9.4 Governing Law; Venue; Waiver of Trial by Jury. This Agreement and all matters arising out of or relating to this Agreement are governed by, and construed in accordance with, the laws of the State of Arizona, without regard to the conflict of laws provisions of such State. Any legal suit, action, or proceeding arising out of or relating to this Agreement must be instituted in the federal courts of the United States of America or the courts of the State of Arizona, in each case located in the City of Phoenix and County of Maricopa, and each party irrevocably submits to the exclusive jurisdiction of such courts in any such suit, action, or proceeding. Service of process, summons, notice, or other document by certified mail and email in accordance with Section 9.1 will be effective service of process for any suit, action, or other proceeding brought in any such court. EACH PARTY IRREVOCABLY AND UNCONDITIONALLY WAIVES, TO THE FULLEST EXTENT PERMITTED BY APPLICABLE LAW, ANY RIGHT IT MAY HAVE TO A TRIAL BY JURY IN ANY LEGAL ACTION, PROCEEDING, CAUSE OF ACTION, OR COUNTERCLAIM ARISING OUT OF OR RELATING TO THIS AGREEMENT, OR THE TRANSACTIONS CONTEMPLATED HEREBY.

 

9.5 Assignment and Subcontracting. Except as may be expressly authorized in writing by the Company, you may not assign, transfer, delegate, or subcontract any of its rights or obligations under this Agreement without the prior written consent of the Company. Any purported assignment or delegation in violation of this Section shall be null and void. The Company may at any time assign, transfer, or subcontract any or all of its rights or obligations under this Agreement without your prior written consent. This Agreement will inure to the benefit of and be binding upon each of the parties and each of their respective permitted successors and permitted assigns.

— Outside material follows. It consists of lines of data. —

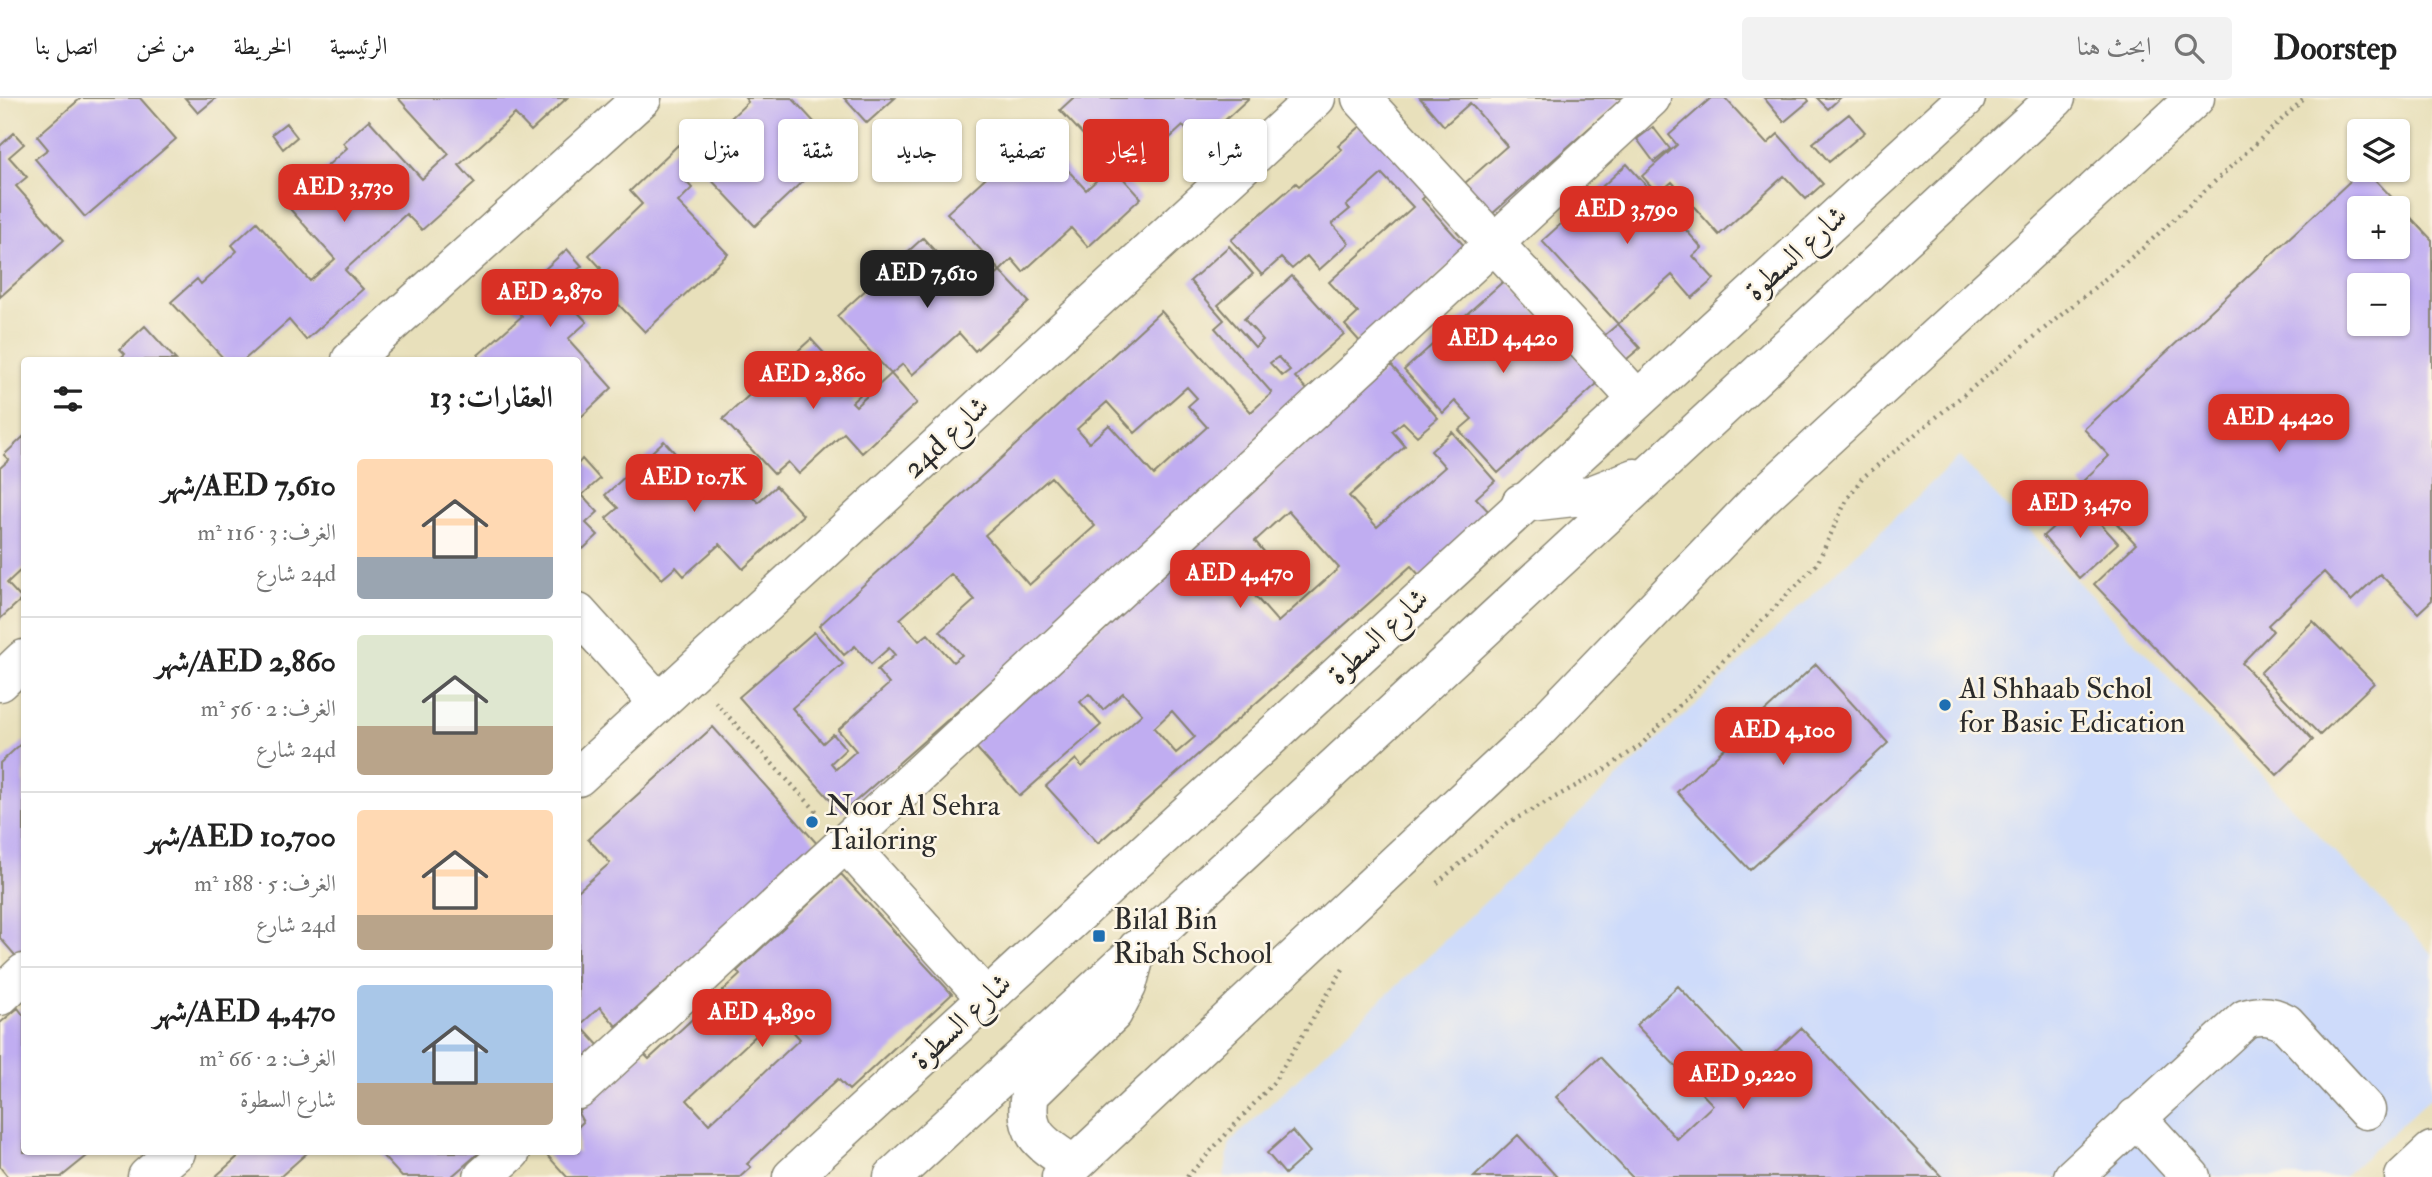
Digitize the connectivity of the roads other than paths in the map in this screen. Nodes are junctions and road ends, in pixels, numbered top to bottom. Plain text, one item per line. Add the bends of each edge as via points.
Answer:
1 (642, 98) edge
2 (1316, 98) edge
3 (1361, 98) edge
4 (1651, 98) edge
5 (1966, 98) edge
6 (2056, 98) edge
7 (2195, 98) edge
8 (1494, 244) junction
9 (354, 357) edge
10 (1637, 399) junction
11 (1656, 468) junction
12 (1521, 503) junction
13 (581, 616) edge
14 (21, 662) edge
15 (0, 682) edge
16 (658, 702) junction
17 (581, 774) edge
18 (846, 843) junction
19 (1137, 947) junction
20 (986, 998) junction
21 (581, 1087) edge
22 (2366, 1110) dead end
23 (2136, 1117) junction
24 (2432, 1151) edge
25 (173, 1155) edge
26 (508, 1155) edge
27 (1073, 1173) edge
28 (147, 1177) edge
29 (483, 1177) edge
30 (792, 1177) edge
31 (893, 1177) edge
32 (2073, 1177) edge
33 (2191, 1177) edge
34 (2404, 1177) edge

1 - 9 main road
2 - 16 main road, 24d شارع
3 - 8 main road
4 - 8 main road
5 - 10 main road, شارع السطوة
6 - 11 main road, شارع السطوة
7 - 27 main road via 1760,499 1529,739
8 - 10 main road
8 - 18 main road
10 - 12 main road, شارع السطوة
11 - 12 main road via 1591,495
11 - 19 main road, شارع السطوة
12 - 20 main road, شارع السطوة
13 - 16 main road
14 - 15 main road
16 - 17 main road, 24d شارع
18 - 20 main road
18 - 21 main road
19 - 27 main road via 1127,986 1113,1013 1030,1094 1031,1131
19 - 31 main road, شارع السطوة
20 - 30 main road, شارع السطوة
22 - 23 main road via 2286,1023 2262,1015 2245,1019
23 - 32 main road
23 - 33 main road
24 - 34 main road
25 - 28 main road
26 - 29 main road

9.6 Severability; Entire Agreement. If any term or provision of this Agreement is invalid, illegal, or unenforceable in any jurisdiction, such invalidity, illegality, or unenforceability shall not affect any other term or provision of this Agreement or invalidate or render unenforceable such term or provision in any other jurisdiction. This Agreement, together with each Offer and Special Offer terms, constitutes the sole and entire agreement of the parties with respect to the subject matter contained herein, and supersedes all prior and contemporaneous understandings, agreements, representations, and warranties, both written and oral, with respect to such subject matter. Except as otherwise provided in this Agreement, this Agreement may only be amended by written agreement between the parties. The parties do not confer any rights or remedies upon any person other than the parties and their respective successors and permitted assigns.